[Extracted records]
····················

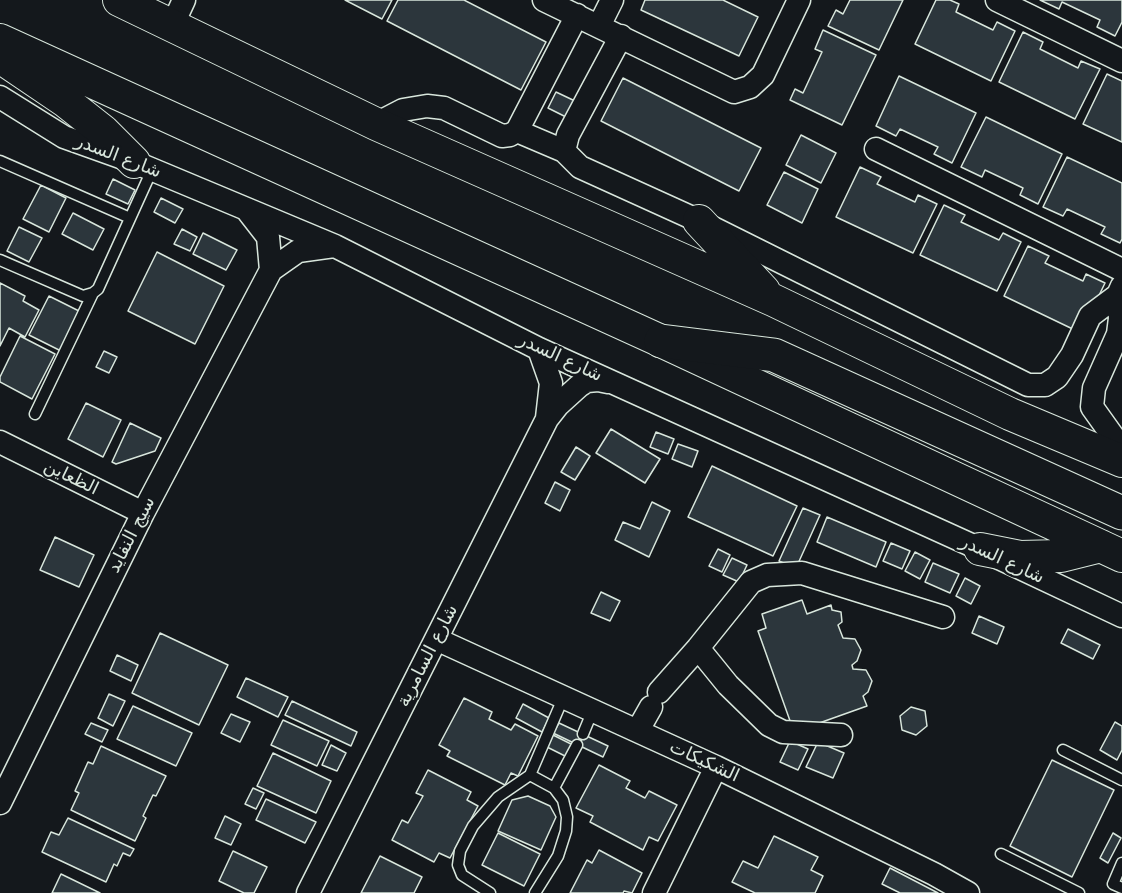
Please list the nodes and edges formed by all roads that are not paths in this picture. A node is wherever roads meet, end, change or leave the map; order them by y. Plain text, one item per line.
1 (119, 0) edge
2 (544, 0) edge
3 (612, 0) edge
4 (799, 0) edge
5 (997, 0) edge
6 (178, 13) edge
7 (577, 15) junction
8 (599, 26) junction
9 (621, 36) junction
10 (0, 40) edge
11 (0, 57) edge
12 (1122, 61) edge
13 (0, 98) edge
14 (376, 124) junction
15 (517, 131) junction
16 (876, 148) dead end
17 (564, 151) junction
18 (0, 161) edge
19 (143, 166) junction
20 (243, 206) junction
21 (130, 218) junction
22 (699, 221) junction
23 (335, 246) junction
24 (0, 260) edge
25 (271, 270) junction
26 (1122, 270) edge
27 (1120, 290) edge
28 (93, 293) junction
29 (773, 300) junction
30 (661, 342) junction
31 (538, 349) junction
32 (613, 383) junction
33 (35, 414) dead end
34 (547, 419) junction
35 (0, 442) edge
36 (1122, 449) edge
37 (1122, 460) edge
38 (143, 513) junction
39 (1122, 513) edge
40 (980, 549) junction
41 (1111, 551) edge
42 (1122, 616) edge
43 (943, 617) dead end
44 (436, 639) junction
45 (698, 648) junction
46 (564, 696) junction
47 (593, 710) junction
48 (638, 730) junction
49 (583, 734) dead end
50 (842, 735) dead end
51 (577, 745) dead end
52 (1063, 750) dead end
53 (716, 767) junction
54 (530, 775) junction
55 (1122, 780) edge
56 (554, 788) junction
57 (0, 803) edge
58 (1001, 854) dead end
59 (1122, 863) edge
60 (1114, 888) edge
61 (308, 893) edge
62 (490, 893) edge
63 (535, 893) edge
64 (654, 893) edge
65 (968, 893) edge
66 (1079, 893) edge

1 - 6 main road
2 - 7 street
3 - 8 street
4 - 9 street
5 - 12 street
6 - 14 main road
7 - 8 street
7 - 15 street
8 - 9 street
9 - 17 street
10 - 30 main road
11 - 19 main road
13 - 19 street, شارع السدر
14 - 15 street
14 - 29 main road
15 - 17 street
16 - 26 street
17 - 22 street
18 - 21 lane
19 - 20 street, شارع السدر
19 - 21 lane
20 - 23 street, شارع السدر
20 - 25 street
21 - 28 lane
22 - 27 street
22 - 29 main road
23 - 25 street, سيج النفايد
23 - 31 street, شارع السدر
24 - 28 lane
25 - 38 street, سيج النفايد
27 - 36 street
28 - 33 lane
29 - 37 main road
30 - 39 main road
30 - 41 main road
31 - 32 street, شارع السدر
31 - 34 street, شارع السامرية
32 - 34 street, شارع السامرية
32 - 40 street, شارع السدر
34 - 44 street, شارع السامرية
35 - 38 street, الظعاين
38 - 57 street, سيج النفايد
40 - 41 main road
40 - 42 street, شارع السدر
43 - 45 street
44 - 46 street, الشكيكات
44 - 61 street, شارع السامرية
45 - 48 street
45 - 50 street
46 - 47 street, الشكيكات
46 - 54 lane
47 - 48 street, الشكيكات
47 - 49 lane
48 - 53 street, الشكيكات
51 - 56 lane
52 - 55 lane
53 - 64 street
53 - 65 street, الشكيكات
54 - 56 lane
54 - 62 lane
56 - 63 lane
58 - 66 lane
59 - 60 lane

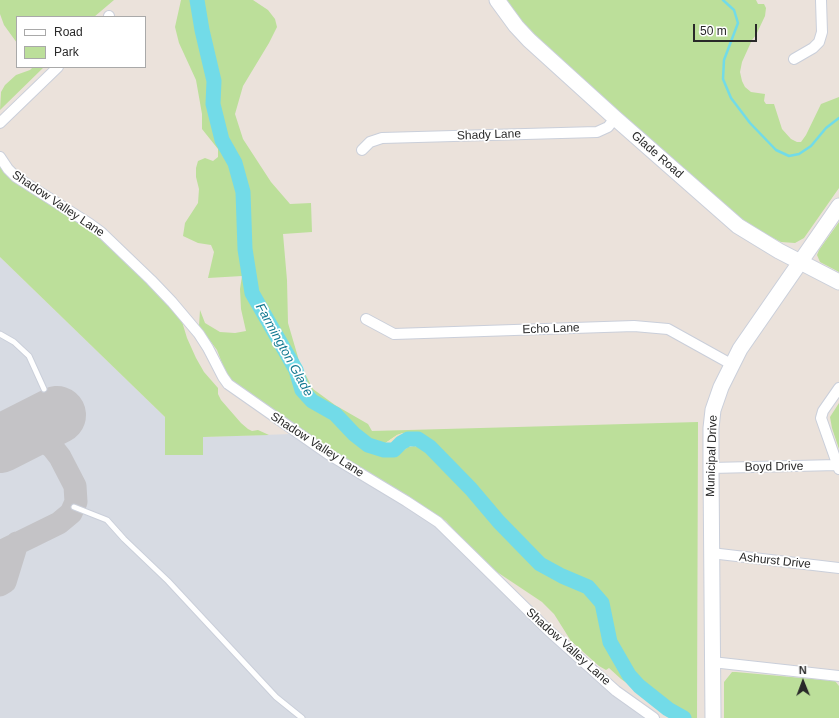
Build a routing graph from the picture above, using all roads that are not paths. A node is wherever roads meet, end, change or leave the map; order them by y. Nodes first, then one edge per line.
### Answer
1 (497, 0) edge
2 (821, 0) edge
3 (794, 59) dead end
4 (57, 68) edge
5 (615, 118) junction
6 (0, 123) edge
7 (362, 150) dead end
8 (0, 157) edge
9 (839, 206) edge
10 (800, 262) junction
11 (839, 282) edge
12 (366, 319) dead end
13 (0, 334) edge
14 (732, 364) junction
15 (839, 388) edge
16 (44, 389) dead end
17 (838, 467) edge
18 (711, 468) junction
19 (74, 507) dead end
20 (711, 554) junction
21 (839, 568) edge
22 (712, 662) junction
23 (839, 676) edge
24 (302, 718) edge
25 (654, 718) edge
26 (713, 718) edge

1 - 5 main road, Glade Road
2 - 3 street
4 - 6 street
5 - 7 street, Shady Lane
5 - 10 main road, Glade Road
8 - 25 street, Shadow Valley Lane
9 - 10 main road, Municipal Drive
10 - 11 main road, Glade Road
10 - 14 main road, Municipal Drive
12 - 14 street, Echo Lane
13 - 16 lane
14 - 18 main road, Municipal Drive
15 - 17 street
17 - 18 street, Boyd Drive
18 - 20 main road, Municipal Drive
19 - 24 lane
20 - 21 street, Ashurst Drive
20 - 22 main road, Municipal Drive
22 - 23 street
22 - 26 main road, Municipal Drive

····················

### REQUIRED ACTION
In the copy, include every record exactly and no pictures at all.

### REPLY TO THE TASK
Please list the nodes and edges formed by all roads that are not paths in this picture. A node is wherever roads meet, end, change or leave the map; order them by y. Plain text, one item per line.
1 (119, 0) edge
2 (544, 0) edge
3 (612, 0) edge
4 (799, 0) edge
5 (997, 0) edge
6 (178, 13) edge
7 (577, 15) junction
8 (599, 26) junction
9 (621, 36) junction
10 (0, 40) edge
11 (0, 57) edge
12 (1122, 61) edge
13 (0, 98) edge
14 (376, 124) junction
15 (517, 131) junction
16 (876, 148) dead end
17 (564, 151) junction
18 (0, 161) edge
19 (143, 166) junction
20 (243, 206) junction
21 (130, 218) junction
22 (699, 221) junction
23 (335, 246) junction
24 (0, 260) edge
25 (271, 270) junction
26 (1122, 270) edge
27 (1120, 290) edge
28 (93, 293) junction
29 (773, 300) junction
30 (661, 342) junction
31 (538, 349) junction
32 (613, 383) junction
33 (35, 414) dead end
34 (547, 419) junction
35 (0, 442) edge
36 (1122, 449) edge
37 (1122, 460) edge
38 (143, 513) junction
39 (1122, 513) edge
40 (980, 549) junction
41 (1111, 551) edge
42 (1122, 616) edge
43 (943, 617) dead end
44 (436, 639) junction
45 (698, 648) junction
46 (564, 696) junction
47 (593, 710) junction
48 (638, 730) junction
49 (583, 734) dead end
50 (842, 735) dead end
51 (577, 745) dead end
52 (1063, 750) dead end
53 (716, 767) junction
54 (530, 775) junction
55 (1122, 780) edge
56 (554, 788) junction
57 (0, 803) edge
58 (1001, 854) dead end
59 (1122, 863) edge
60 (1114, 888) edge
61 (308, 893) edge
62 (490, 893) edge
63 (535, 893) edge
64 (654, 893) edge
65 (968, 893) edge
66 (1079, 893) edge

1 - 6 main road
2 - 7 street
3 - 8 street
4 - 9 street
5 - 12 street
6 - 14 main road
7 - 8 street
7 - 15 street
8 - 9 street
9 - 17 street
10 - 30 main road
11 - 19 main road
13 - 19 street, شارع السدر
14 - 15 street
14 - 29 main road
15 - 17 street
16 - 26 street
17 - 22 street
18 - 21 lane
19 - 20 street, شارع السدر
19 - 21 lane
20 - 23 street, شارع السدر
20 - 25 street
21 - 28 lane
22 - 27 street
22 - 29 main road
23 - 25 street, سيج النفايد
23 - 31 street, شارع السدر
24 - 28 lane
25 - 38 street, سيج النفايد
27 - 36 street
28 - 33 lane
29 - 37 main road
30 - 39 main road
30 - 41 main road
31 - 32 street, شارع السدر
31 - 34 street, شارع السامرية
32 - 34 street, شارع السامرية
32 - 40 street, شارع السدر
34 - 44 street, شارع السامرية
35 - 38 street, الظعاين
38 - 57 street, سيج النفايد
40 - 41 main road
40 - 42 street, شارع السدر
43 - 45 street
44 - 46 street, الشكيكات
44 - 61 street, شارع السامرية
45 - 48 street
45 - 50 street
46 - 47 street, الشكيكات
46 - 54 lane
47 - 48 street, الشكيكات
47 - 49 lane
48 - 53 street, الشكيكات
51 - 56 lane
52 - 55 lane
53 - 64 street
53 - 65 street, الشكيكات
54 - 56 lane
54 - 62 lane
56 - 63 lane
58 - 66 lane
59 - 60 lane

Build a routing graph from the picture above, using all roads that are not paths. A node is wherever roads meet, end, change or leave the map; order them by y. Nodes first, then one edge per line.
### Answer
1 (497, 0) edge
2 (821, 0) edge
3 (794, 59) dead end
4 (57, 68) edge
5 (615, 118) junction
6 (0, 123) edge
7 (362, 150) dead end
8 (0, 157) edge
9 (839, 206) edge
10 (800, 262) junction
11 (839, 282) edge
12 (366, 319) dead end
13 (0, 334) edge
14 (732, 364) junction
15 (839, 388) edge
16 (44, 389) dead end
17 (838, 467) edge
18 (711, 468) junction
19 (74, 507) dead end
20 (711, 554) junction
21 (839, 568) edge
22 (712, 662) junction
23 (839, 676) edge
24 (302, 718) edge
25 (654, 718) edge
26 (713, 718) edge

1 - 5 main road, Glade Road
2 - 3 street
4 - 6 street
5 - 7 street, Shady Lane
5 - 10 main road, Glade Road
8 - 25 street, Shadow Valley Lane
9 - 10 main road, Municipal Drive
10 - 11 main road, Glade Road
10 - 14 main road, Municipal Drive
12 - 14 street, Echo Lane
13 - 16 lane
14 - 18 main road, Municipal Drive
15 - 17 street
17 - 18 street, Boyd Drive
18 - 20 main road, Municipal Drive
19 - 24 lane
20 - 21 street, Ashurst Drive
20 - 22 main road, Municipal Drive
22 - 23 street
22 - 26 main road, Municipal Drive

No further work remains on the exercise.